Most modern software platforms make it easy for customers to add fields, allowing you to collect every piece of data that might be informative or helpful. It’s tempting to add an attribute here or an extra field there. Stop. For every field you want to add – for that matter, every field that already exists – think about it critically.
It’s expensive to collect data. Your employees need to touch every field or at least supply the data or source to populate them. When forms require so much data entry, people tend to find ways to avoid the perceived burden. Non-required fields are ignored, free-text fields are filled with the least amount of content allowed, and even pick-lists can be cheated (it’s so easy to pick the first option or leave a default value).
You can avoid all of this by keeping one question at the forefront of all data design decisions: What story do I need to tell?
Align Metrics to Business Goals
People aren’t trying to be lazy. On the contrary, most employees are so busy that they try to finish one task quickly to make it to the next. When planning your system, you must decide what’s important and structure the system accordingly.
How do you know what’s important? If you follow ITIL guidance, you want everything you do to align to your business or customer goals.

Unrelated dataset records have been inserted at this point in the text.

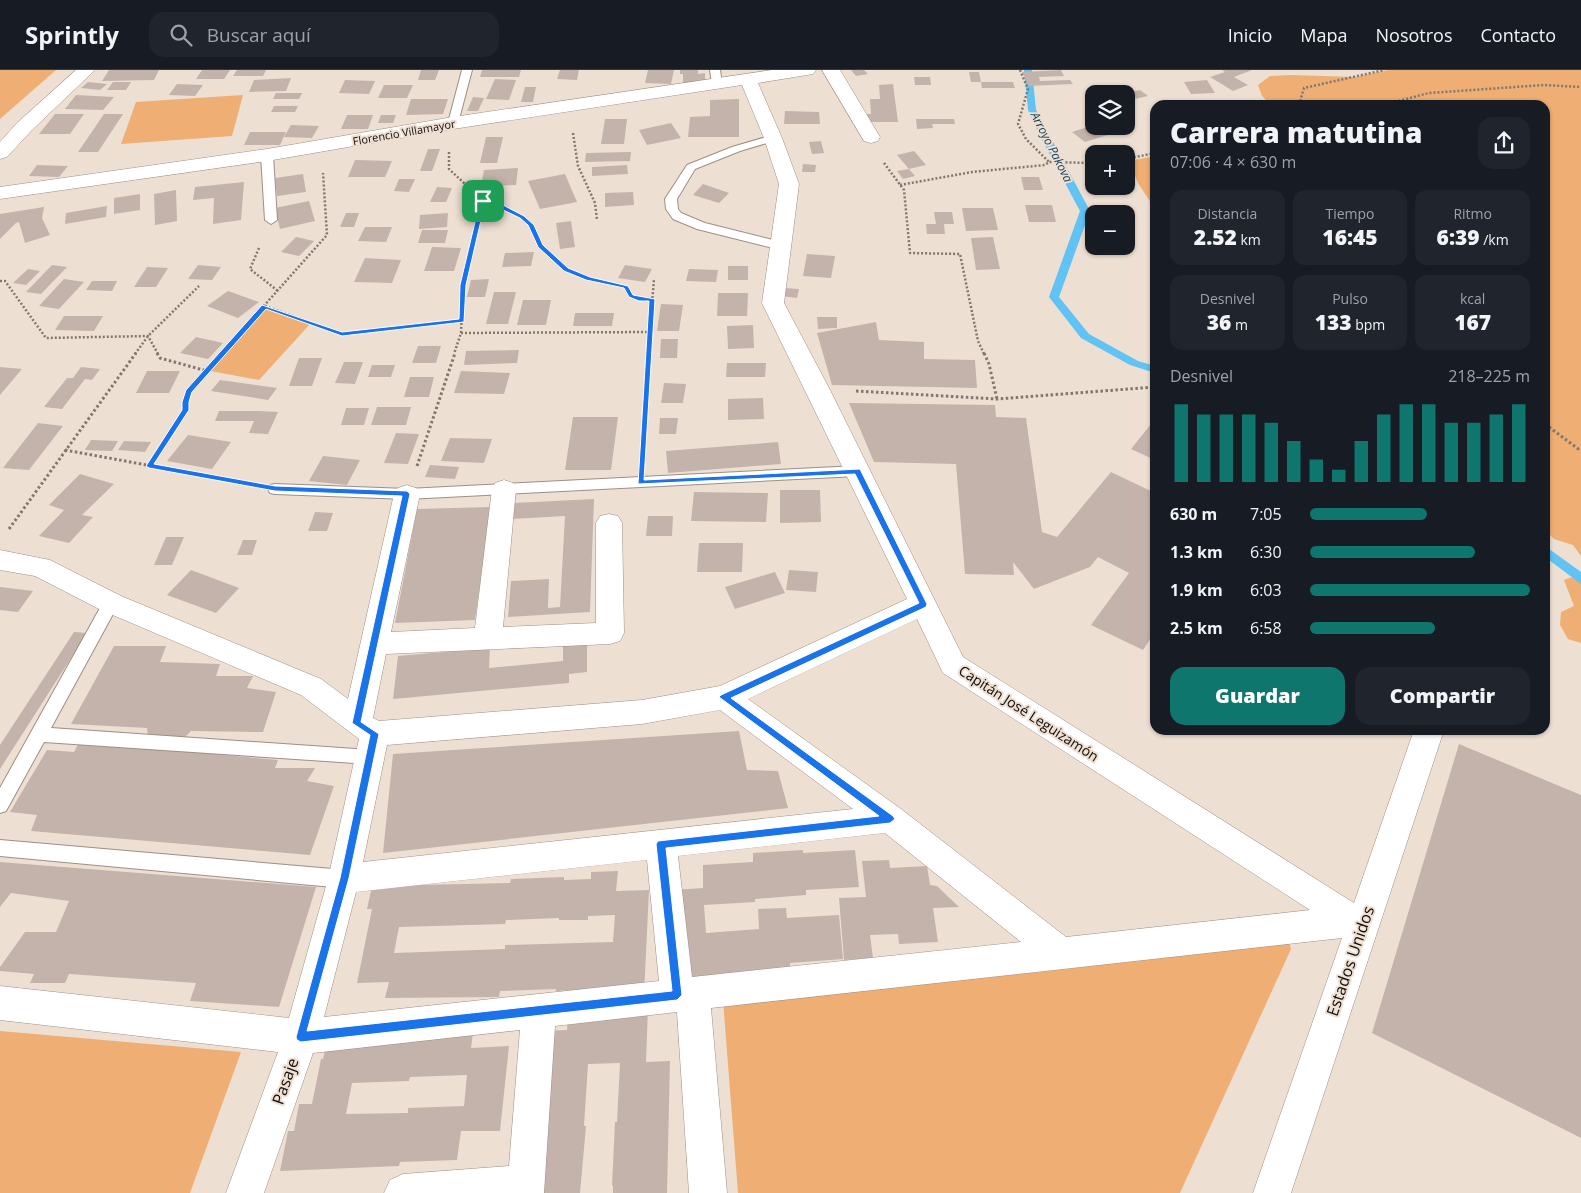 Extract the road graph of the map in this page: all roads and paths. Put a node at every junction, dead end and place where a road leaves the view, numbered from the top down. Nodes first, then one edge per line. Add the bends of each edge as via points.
1 (86, 70) edge
2 (467, 70) edge
3 (808, 70) edge
4 (831, 70) edge
5 (1020, 70) edge
6 (1384, 70) edge
7 (716, 77) edge
8 (748, 79) junction
9 (1581, 87) edge
10 (1300, 100) edge
11 (1402, 100) edge
12 (569, 106) junction
13 (453, 123) junction
14 (871, 137) joint
15 (773, 138) junction
16 (322, 146) junction
17 (449, 151) dead end
18 (0, 153) edge
19 (1150, 154) edge
20 (266, 156) junction
21 (1135, 157) edge
22 (1049, 162) junction
23 (1085, 163) edge
24 (900, 185) junction
25 (0, 193) edge
26 (483, 201) junction
27 (271, 220) dead end
28 (597, 220) dead end
29 (780, 246) junction
30 (259, 248) dead end
31 (654, 278) dead end
32 (0, 281) edge
33 (199, 286) dead end
34 (278, 290) junction
35 (652, 299) junction
36 (265, 306) junction
37 (462, 320) junction
38 (648, 332) junction
39 (461, 333) junction
40 (148, 336) junction
41 (208, 371) junction
42 (1150, 387) edge
43 (817, 388) junction
44 (997, 399) junction
45 (1550, 428) edge
46 (66, 450) junction
47 (1581, 451) edge
48 (149, 466) junction
49 (857, 471) junction
50 (640, 482) junction
51 (275, 489) joint
52 (504, 489) junction
53 (407, 494) junction
54 (609, 523) dead end
55 (6, 533) dead end
56 (0, 560) edge
57 (111, 603) junction
58 (923, 604) junction
59 (488, 639) junction
60 (374, 644) junction
61 (724, 697) junction
62 (40, 734) junction
63 (1427, 735) edge
64 (367, 738) junction
65 (0, 805) edge
66 (890, 819) junction
67 (661, 844) junction
68 (0, 848) edge
69 (344, 878) junction
70 (1359, 920) junction
71 (1061, 953) junction
72 (685, 994) junction
73 (0, 1003) edge
74 (539, 1010) junction
75 (301, 1037) junction
76 (525, 1188) edge
77 (245, 1193) edge
78 (403, 1193) edge
79 (708, 1193) edge
80 (1272, 1193) edge

1 - 18 street
2 - 13 lane
3 - 8 street, Florencio Villamayor
4 - 14 street
5 - 22 path via 1028,89 1018,124 1026,139
6 - 10 path via 1304,88
7 - 8 street, Florencio Villamayor
7 - 12 street, Florencio Villamayor
8 - 15 street, Capitán José Leguizamón
9 - 11 path via 1544,85 1429,93
12 - 13 street, Florencio Villamayor
12 - 28 path via 578,166 595,204
13 - 16 street, Florencio Villamayor
14 - 24 path via 884,164
15 - 29 street, Capitán José Leguizamón via 789,184
15 - 29 lane via 691,167 671,199 672,209 678,216 701,226
16 - 20 street, Florencio Villamayor
16 - 34 path via 327,235
17 - 26 path via 449,169
19 - 21 path
20 - 25 street, Florencio Villamayor
20 - 27 lane
22 - 23 path
22 - 24 path via 1046,165 972,172
24 - 44 path via 906,198 910,253 960,254 978,341 989,364
26 - 35 path via 522,217 531,225 540,246 566,270 626,287 631,296 639,299
26 - 37 path via 463,285
29 - 43 street, Capitán José Leguizamón via 773,304
30 - 34 path via 250,269
31 - 35 path
32 - 40 path via 5,281 46,338
33 - 40 path
34 - 36 path
35 - 38 path
36 - 37 path via 342,334
36 - 41 path
37 - 39 path
38 - 39 path
38 - 50 path
39 - 53 path
40 - 41 path via 160,358
40 - 46 path
41 - 48 path via 188,391 186,410
42 - 44 path
43 - 44 path
43 - 49 street, Capitán José Leguizamón
45 - 47 path
46 - 48 path
46 - 55 path
48 - 51 path
49 - 50 lane
49 - 58 street, Capitán José Leguizamón
50 - 52 lane
51 - 53 lane
52 - 53 lane
52 - 59 street
53 - 60 street, Pasaje
54 - 59 street via 610,633
56 - 57 street via 41,566
57 - 62 lane
57 - 64 street via 311,687
58 - 61 street
58 - 70 street, Capitán José Leguizamón via 953,665
59 - 60 street
60 - 64 street, Pasaje
61 - 64 street via 642,712
61 - 66 street
62 - 64 lane
62 - 65 lane
63 - 70 street, Estados Unidos
64 - 69 street, Pasaje
66 - 67 street
66 - 71 street
67 - 69 street
67 - 72 street
68 - 69 lane
69 - 75 street, Pasaje
70 - 71 street
70 - 80 street, Estados Unidos
71 - 72 street
72 - 74 street
72 - 79 street
73 - 75 street
74 - 75 street
74 - 76 street
75 - 77 street, Pasaje
76 - 78 street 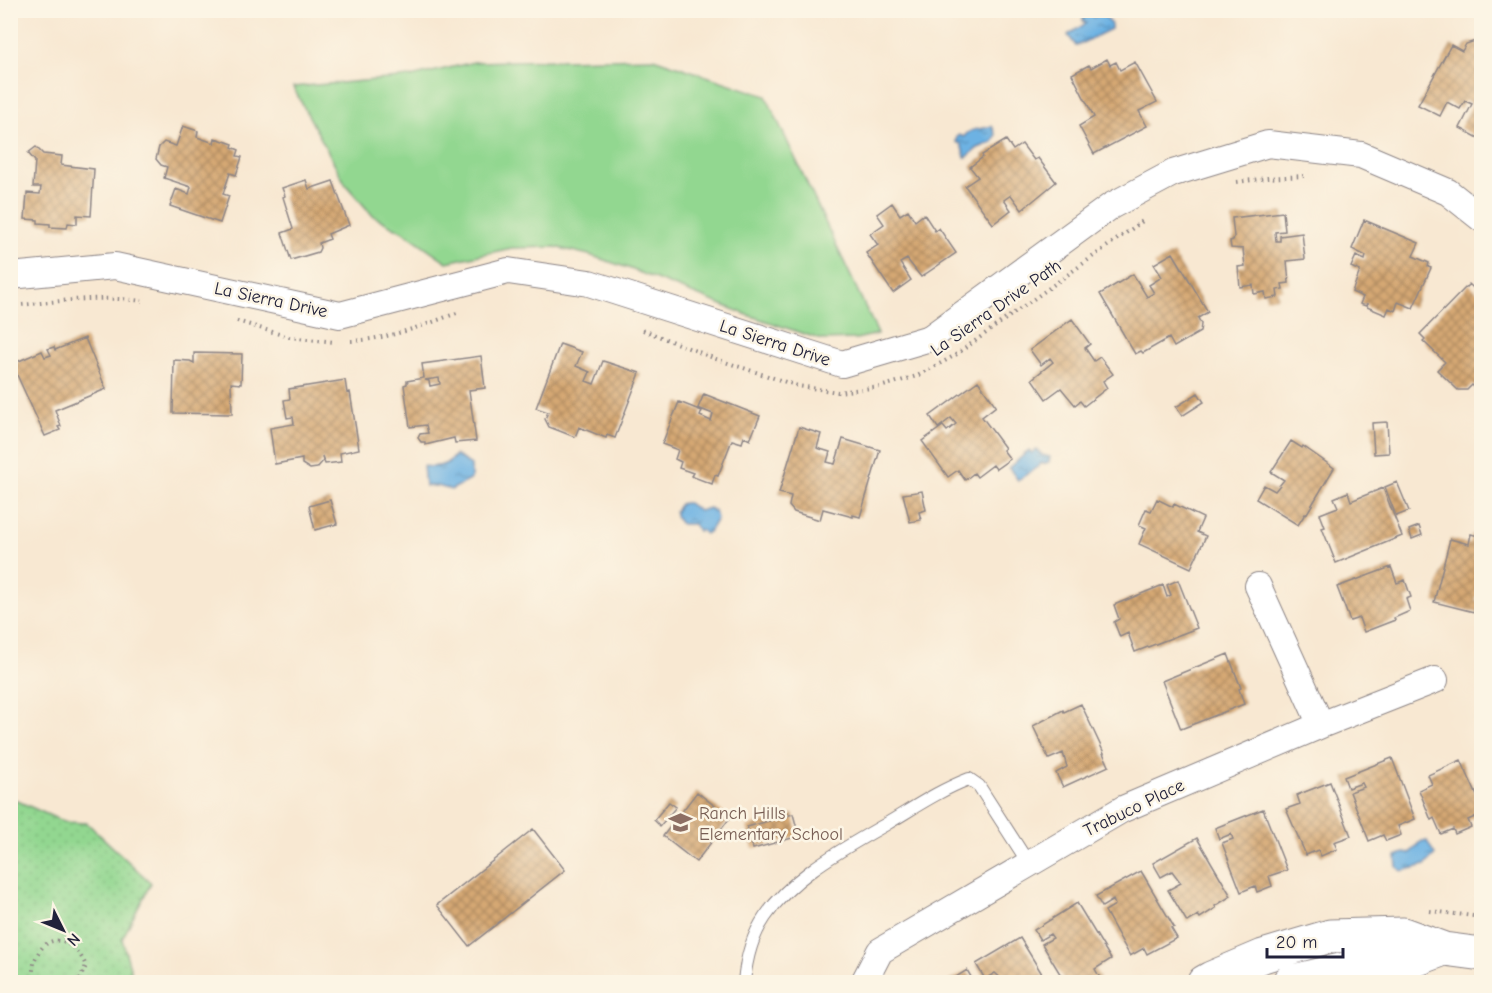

Therefore, the metrics you collect and the reports you create need to help you assess – and communicate – how well your services are performing relative to your customers’ perception of value.
If a piece of data does not help you tell the value story, if it’s a nice-to-have or if you can reach the same information through other data, then keep the form clean and save your employees that extra time.
Have a Mitigation Plan for Each Metric
Do not collect a metric if you don’t know how you would react to or use the data. If you take the time to collect data and interpret what it’s saying, you need to have a plan to respond. Metrics show us where we need to improve or adjust course, so it’s important to understand what you hope to understand through data and how that will influence your operations.
In addition to building in a continual improvement practice, when it’s time to train your staff on the new ERP system, you will be able to explain the importance of collecting each data element, thereby helping your teams align their work to the bigger mission.
And They All Lived Happily Ever After
ERPs and similar enterprise platforms afford organizations a tremendous opportunity to execute operations and reflect on performance to iteratively improve. Deliberately planning these platforms to help you tell a business value story will ensure work is efficient and mission-aligned, leading to higher quality service and happier customers and team members.